O jovem pensou na mãe e no irmão e sentiu raiva do pai. Fitou-o com rancor. O patriarca era tão indiferente a eles que fazia uma amargura subir à garganta de Adril.
Porém, não ousou responder. Ele não era como Igniv, seu irmão de sangue quente.
— Pegue linha e agulha e me traga o grimório.
Adril foi até à uma câmara próxima daquela, com estantes cheias de livros, uma escrivaninha e uma maca de madeira ao meio. Era onde o seu pai costumava estudar.
Logo retornou e encontrou Corviv apoiado no altar com a respiração pesada.
— Tá tudo bem? — Indagou.
— Me dê. — O mais velho ignorou a pergunta. Adril o entregou o grimório e o saco com linha e agulha.
Corviv folheou o grimório, até o fim e parou em uma das últimas páginas. Com o canto dos olhos, seu filho percebeu outros praticantes das Artes das Sombras os olhando pela abertura da câmara, todos cobertos por suas túnicas negras.
Ninguém acreditava na ousadia de Corviv, nem mesmo seu próprio filho.
— Pai, vamos para casa. — Insistiu. Adril queria sair das galerias, subir as escadas e ir correndo para a sua família.
— Calado. — Essa foi a única resposta que recebeu.
O rapaz abaixou os olhos e encarou o cadáver. Liviella já ganhava tonalidades cinzentas em sua carne.
Corviv passou a linha pelo orifício da agulha. A ponta afiada entrou na carne de Liviella, na beirada do corte em seu pescoço, e então alcançou a outra borda da cavidade, atravessou-a e juntou, com a força da linha, o pedaço de carne partido.
Pouco a pouco, o homem costurou o pescoço dela, fazendo desaparecer a ruína de sangue seco e escuro que era o buraco em sua garganta.
— Me ajude. — Corviv falou com autoridade conforme retirava a cota de malha de Liviella.
Adril não gostou daquilo, sentia-se envergonhado em despir a mulher morta. Porém, não adiantava protestar.
Quando os dois ergueram os pequenos anéis metálicos, viram o tecido do gibão que que usava, presos nos pequenos anéis metálicos. A roupa rasgou, pois era impossível desprender a cota de malha.
O abdômen exposto revelou pequenos cortes redondos, no formato dos anéis na malha que deveria a proteger. Ao redor desses cortes, um enorme hematoma se estendia.
— Por Deus! — Um dos homens, que assistia de longe, falou impressionado.
— Coitada dessa mulher. — Adril disse com tristeza. Aquele ferimento indicava uma pancada forte.
Corviv tocou a pele machucada. Ele sacou a adaga de seu cinto e então fez um pequeno corte sobre a mancha roxa na barriga da comandante. O sangue denso e coagulado vazou, gelatinoso.
Ele costurou o corte que fizera e, junto do filho, terminou de tirar a cota da malha. Felizmente, com um último resquício de respeito, Corviv não a despiu de suas roupas, apenas tateou sobre elas, procurando algum outro ferimento.

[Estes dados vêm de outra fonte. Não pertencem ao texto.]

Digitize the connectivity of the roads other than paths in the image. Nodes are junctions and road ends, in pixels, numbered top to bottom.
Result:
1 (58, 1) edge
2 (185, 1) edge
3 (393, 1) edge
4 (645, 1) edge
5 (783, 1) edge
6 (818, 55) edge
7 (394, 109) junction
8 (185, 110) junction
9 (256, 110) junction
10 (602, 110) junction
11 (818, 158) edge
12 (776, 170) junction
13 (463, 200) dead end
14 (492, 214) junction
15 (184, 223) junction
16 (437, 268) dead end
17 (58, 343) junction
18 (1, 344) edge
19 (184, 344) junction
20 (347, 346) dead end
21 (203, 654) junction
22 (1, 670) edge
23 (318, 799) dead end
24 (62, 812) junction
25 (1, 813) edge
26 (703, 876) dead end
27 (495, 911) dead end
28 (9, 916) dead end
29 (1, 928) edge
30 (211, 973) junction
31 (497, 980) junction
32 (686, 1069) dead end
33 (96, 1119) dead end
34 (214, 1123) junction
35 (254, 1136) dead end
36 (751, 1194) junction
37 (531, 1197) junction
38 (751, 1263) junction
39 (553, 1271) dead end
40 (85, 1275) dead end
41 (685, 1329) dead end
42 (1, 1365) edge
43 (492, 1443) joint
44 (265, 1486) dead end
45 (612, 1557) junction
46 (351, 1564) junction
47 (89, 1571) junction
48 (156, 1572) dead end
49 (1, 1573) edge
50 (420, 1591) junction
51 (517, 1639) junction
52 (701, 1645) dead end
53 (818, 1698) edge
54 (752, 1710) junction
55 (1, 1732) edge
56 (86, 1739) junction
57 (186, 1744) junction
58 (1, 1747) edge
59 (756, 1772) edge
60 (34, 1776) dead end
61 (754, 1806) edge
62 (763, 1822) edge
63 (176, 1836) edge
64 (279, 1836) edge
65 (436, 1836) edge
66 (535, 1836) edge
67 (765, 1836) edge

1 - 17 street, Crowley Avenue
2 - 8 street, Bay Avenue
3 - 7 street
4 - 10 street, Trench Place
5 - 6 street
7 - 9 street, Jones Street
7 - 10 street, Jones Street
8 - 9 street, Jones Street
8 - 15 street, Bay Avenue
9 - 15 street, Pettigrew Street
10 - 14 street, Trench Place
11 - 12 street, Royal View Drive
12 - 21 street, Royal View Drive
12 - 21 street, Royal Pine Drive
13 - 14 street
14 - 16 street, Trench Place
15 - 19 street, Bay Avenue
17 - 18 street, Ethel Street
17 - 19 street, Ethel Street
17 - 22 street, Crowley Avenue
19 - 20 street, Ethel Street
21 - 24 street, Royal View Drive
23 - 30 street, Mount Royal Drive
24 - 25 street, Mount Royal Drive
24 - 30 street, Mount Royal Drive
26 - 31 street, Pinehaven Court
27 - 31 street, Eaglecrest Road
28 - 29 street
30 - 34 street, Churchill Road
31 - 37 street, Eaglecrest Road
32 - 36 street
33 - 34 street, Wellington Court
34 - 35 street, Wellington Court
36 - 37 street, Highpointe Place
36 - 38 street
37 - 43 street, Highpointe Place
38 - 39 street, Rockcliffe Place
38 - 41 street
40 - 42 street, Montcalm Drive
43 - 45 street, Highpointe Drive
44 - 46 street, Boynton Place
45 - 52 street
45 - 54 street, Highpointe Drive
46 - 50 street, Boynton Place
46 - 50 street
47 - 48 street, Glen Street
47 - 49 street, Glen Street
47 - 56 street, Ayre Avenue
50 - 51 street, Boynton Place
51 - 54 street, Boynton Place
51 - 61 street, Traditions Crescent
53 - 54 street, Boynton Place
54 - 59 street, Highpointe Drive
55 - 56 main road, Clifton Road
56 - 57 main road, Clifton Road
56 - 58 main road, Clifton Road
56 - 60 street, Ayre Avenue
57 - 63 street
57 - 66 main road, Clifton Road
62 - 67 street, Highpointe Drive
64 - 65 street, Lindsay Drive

Ao não encontrar nenhum, deixou a linha e a agulha de lado e fitou as páginas do grimório.
— É perigoso. — Adril apelou para sua última esperança. — E ninguém consegue fazer isso há mais de um século.
— Porque não precisamos há mais de cem anos. — Corviv se limitou a responder isso. Suas palavras eram afiadas.
— Ninguém saiu vivo, pai.
Corviv não respondeu ao filho. Ele pegou a adaga e começou a talhar algumas inscrições na pele cinzenta de Liviella, sobre a testa. A ponta da lâmina era precisa e afiada.
Adril reconheceu os símbolos. Eram caracteres que simbolizavam a vida, cada um mostrava um estágio: nascer, crescer e morrer.
Adril percebeu o calor da câmara ir embora. Sua pele se arrepiou por debaixo da túnica.
Inesperadamente, as luminárias da câmara se apagaram. Isso nunca havia acontecido antes. Os estudiosos e acólitos, que assistiam, esboçaram reações de surpresa.
As sombras dominavam o ambiente e não era possível enxergar o que estava acontecendo, Adril ficou cego pela escuridão.
O ar, de seus pulmões, saía em vapor e o seu corpo tremia de frio. Ele se encolheu e se envolveu com os próprios braços, buscando se aquecer.
E, por fim, a escuridão se foi. Corviv estava parado, ao lado do altar, com os olhos arregalados e sem brilho. Tal como as muralhas de Anesamar, ele desmoronou e caiu no chão.
O coração de Adril acelerou e sua garganta se comprimiu em desespero. O acólito correu até o seu pai e o pegou nos braços.
Corviv estava morto.
Adril não podia acreditar naquilo. O desespero se intensificou e uma dor acometeu o seu coração. Trêmulo, apertou a túnica do pai, numa súplica para que seu genitor, mestre e guardião voltasse.
— Pai! — Chamou, tão machucado por dentro que mal conseguia respirar. — Não! Por favor!
Nem mesmo era capaz de gritar, a garganta se comprimia.
— Volte, por favor. Volte... — Murmurou, cego pelas lágrimas. — Não, não, não...
A sala foi invadida pelos que observavam. Curiosos, alguns encaram o corpo de Liviella, sobre o altar e outros assistiam Adril, segurando o pai morto, sem acreditar que o mais talentoso artista das sombras estava morto.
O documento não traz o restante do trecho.